Und so scheint es, als würde auch ich die gleichen Geschehnisse aufzeichnen, und tatsächlich ist es auch so. Da sind die Sorgen, die wir alle irgendwo haben, und dann sind aber statt des Jammerns und des Selbstmitleids, was automatisch immer wieder aufkommen will, die Ausrichtung auf das Hier und Jetzt, das Stillwerden und die Akzeptanz und das Sitzenbleiben. Das war es, was ich von den jahrtausendalten Schriften lernen durfte. 

Wie schwer das auch für mich war, möchte ich euch hier zeigen. Auch bei mir passierte nichts von heute auf morgen. Es brauchte Geduld. Da muss einiges im Gehirn neu vernetzt und verändert werden. Die Konditionierung aufgebrochen werden. Das Zurückkommen auf den Moment und sich nicht in eine sorgenvolle Zukunft oder in das scheinbare falsche Verhalten anderer Menschen zu verlieren, ist das Ziel. Also immer wieder still sein und nicht darauf zu hören, was uns der konditionierte Verstand erzählen will. 

Das erste Halbjahr 2015 schloß ich mit neuen Zielen für das darauffolgende Halbjahr ab. Dabei wurde ich noch immer stark motiviert von Swami Sivanandas Buch “Sadhana” (spirituelle Praxis). 

Tagebuch 30.06.2015:

“Einmal in der Woche werde ich wieder schweigen (Mittwoch), einmal in der Woche eine Metta-Meditation durchführen (Freitag) und jede Nacht um 04.00 Uhr meditieren.”

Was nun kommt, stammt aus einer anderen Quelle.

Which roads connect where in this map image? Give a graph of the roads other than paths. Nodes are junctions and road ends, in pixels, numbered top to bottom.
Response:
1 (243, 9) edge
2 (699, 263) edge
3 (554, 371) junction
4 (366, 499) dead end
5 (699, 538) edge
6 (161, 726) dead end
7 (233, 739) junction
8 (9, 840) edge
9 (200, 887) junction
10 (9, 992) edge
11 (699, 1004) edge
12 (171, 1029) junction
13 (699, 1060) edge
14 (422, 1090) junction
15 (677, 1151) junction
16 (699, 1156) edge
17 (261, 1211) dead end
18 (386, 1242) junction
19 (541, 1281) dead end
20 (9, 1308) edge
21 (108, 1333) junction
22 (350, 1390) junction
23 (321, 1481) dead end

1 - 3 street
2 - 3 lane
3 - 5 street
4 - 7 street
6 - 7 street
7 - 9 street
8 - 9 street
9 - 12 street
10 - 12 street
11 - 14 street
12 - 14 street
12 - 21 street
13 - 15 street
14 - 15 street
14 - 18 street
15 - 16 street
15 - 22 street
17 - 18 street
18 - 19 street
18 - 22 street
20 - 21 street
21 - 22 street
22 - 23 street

Ich versuchte mich an die Hinweise von Sivananda zu halten und auf alles was mich umgab, mit universeller Liebe zu blicken,  um zu begreifen, dass die ganze Welt mein Körper ist. 

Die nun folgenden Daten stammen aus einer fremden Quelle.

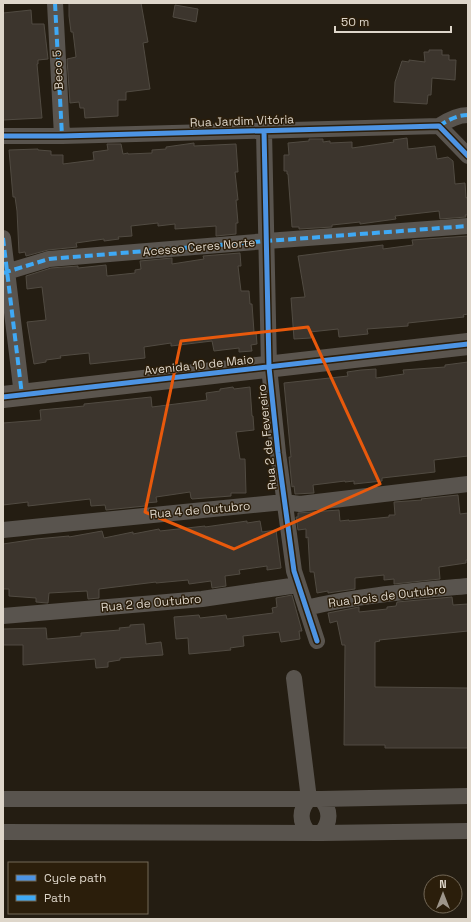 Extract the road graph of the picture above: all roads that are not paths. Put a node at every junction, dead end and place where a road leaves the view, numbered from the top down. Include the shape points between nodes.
1 (55, 3) edge
2 (468, 115) edge
3 (439, 126) junction
4 (264, 131) junction
5 (3, 136) edge
6 (62, 136) junction
7 (468, 156) edge
8 (468, 226) edge
9 (3, 238) edge
10 (266, 241) junction
11 (5, 273) edge
12 (468, 344) edge
13 (269, 368) junction
14 (12, 396) edge
15 (468, 484) edge
16 (284, 502) junction
17 (3, 530) edge
18 (298, 586) junction
19 (468, 586) edge
20 (306, 608) junction
21 (3, 616) edge
22 (317, 641) dead end
23 (294, 678) dead end
24 (468, 796) edge
25 (3, 798) edge
26 (315, 799) junction
27 (468, 831) edge
28 (3, 832) edge
29 (315, 833) junction

1 - 6 street, Beco 5
2 - 3 street via 450,119
3 - 4 street, Rua Jardim Vitória
3 - 7 street
4 - 6 street, Rua Jardim Vitória
4 - 10 street, Rua 2 de Fevereiro
5 - 6 street, Rua Jardim Vitória
8 - 10 street, Acesso Ceres Norte
9 - 11 street
10 - 11 street, Acesso Ceres Norte via 49,260
10 - 13 street, Rua 2 de Fevereiro
11 - 14 street
12 - 13 street, Avenida 10 de Maio
13 - 14 street, Avenida 10 de Maio
13 - 16 street, Rua 2 de Fevereiro
15 - 16 street, Rua 4 de Outubro via 300,504
16 - 17 street, Rua 4 de Outubro
16 - 18 street, Rua 2 de Fevereiro
18 - 20 street, Rua 2 de Fevereiro
18 - 21 street, Rua 2 de Outubro via 202,599
19 - 20 street, Rua Dois de Outubro via 371,595
20 - 22 street, Rua 2 de Fevereiro
23 - 26 street
24 - 26 street
25 - 26 street
26 - 29 street via 305,804 301,816 305,828
26 - 29 street via 326,804 329,816 326,828
27 - 29 street
28 - 29 street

Ich versuchte, die Schranken zwischen mir und allen anderen Menschen aufzuheben, weil alle Vorstellungen über andere nur aus einem Überlegenheitsgefühl herrühren oder ihren Ursprung in Unwissenheit oder Täuschung haben. 

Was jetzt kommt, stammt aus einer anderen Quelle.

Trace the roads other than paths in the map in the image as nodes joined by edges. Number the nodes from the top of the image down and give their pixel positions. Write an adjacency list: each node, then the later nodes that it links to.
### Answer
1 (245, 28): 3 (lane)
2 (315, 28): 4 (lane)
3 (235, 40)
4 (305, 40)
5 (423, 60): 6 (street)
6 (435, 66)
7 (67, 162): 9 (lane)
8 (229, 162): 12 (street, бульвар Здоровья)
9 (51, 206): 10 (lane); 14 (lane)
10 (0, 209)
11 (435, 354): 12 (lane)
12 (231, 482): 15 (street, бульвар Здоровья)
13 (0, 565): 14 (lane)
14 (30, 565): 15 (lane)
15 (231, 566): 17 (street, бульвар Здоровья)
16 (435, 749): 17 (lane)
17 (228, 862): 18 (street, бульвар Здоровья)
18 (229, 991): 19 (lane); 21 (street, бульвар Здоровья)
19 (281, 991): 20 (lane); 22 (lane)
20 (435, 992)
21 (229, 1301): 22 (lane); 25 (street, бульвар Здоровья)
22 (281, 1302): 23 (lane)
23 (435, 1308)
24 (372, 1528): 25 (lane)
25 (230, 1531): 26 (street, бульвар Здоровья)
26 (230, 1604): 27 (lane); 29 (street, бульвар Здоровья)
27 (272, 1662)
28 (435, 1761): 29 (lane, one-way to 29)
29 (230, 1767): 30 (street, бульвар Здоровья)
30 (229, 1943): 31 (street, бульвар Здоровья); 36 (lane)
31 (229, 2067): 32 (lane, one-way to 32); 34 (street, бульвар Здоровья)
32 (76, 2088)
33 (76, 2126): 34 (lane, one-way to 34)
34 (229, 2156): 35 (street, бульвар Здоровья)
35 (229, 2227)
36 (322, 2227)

Ich versuchte mir vorzustellen, dass mein Körper ein bewegender Tempel ist, egal, ob ich beim Einkaufen, im Auto oder beim Spaziergang war und zu verinnerlichen, dass alle Wesen Bilder Gottes sind. Denn Gott arbeitet durch alle Hände, sieht durch alle Augen, hört durch alle Ohren. 

Und wenn ich spürte, dass mich die Sorgen um meine Zukunft wieder einholen wollten, griff ich auch zu der Autobiographie von Paramahansa Yogananda. 

Tagebuch 01.07.2015:

“Ich musste einfach wieder mal ins Buch von Paramahansa schauen. Es gibt mir Kraft und Trost, wenn ich an meine ungewisse Zukunft denken muss und die Geldsorgen, die mich gerade wieder plagen. Nur mein fester Glaube und die Meditationserlebnisse helfen mir aus diesen sorgenvollen Gedankenkreisen heraus. Gott-Vertrauen habe ich von Paramansa gelernt und auch was Liebe und Güte bedeuten.”

Tagebuch 02.07.2015:

“Ich habe es heute Nacht nicht geschafft, um 04.00 Uhr aufzustehen. Ich habe geträumt. 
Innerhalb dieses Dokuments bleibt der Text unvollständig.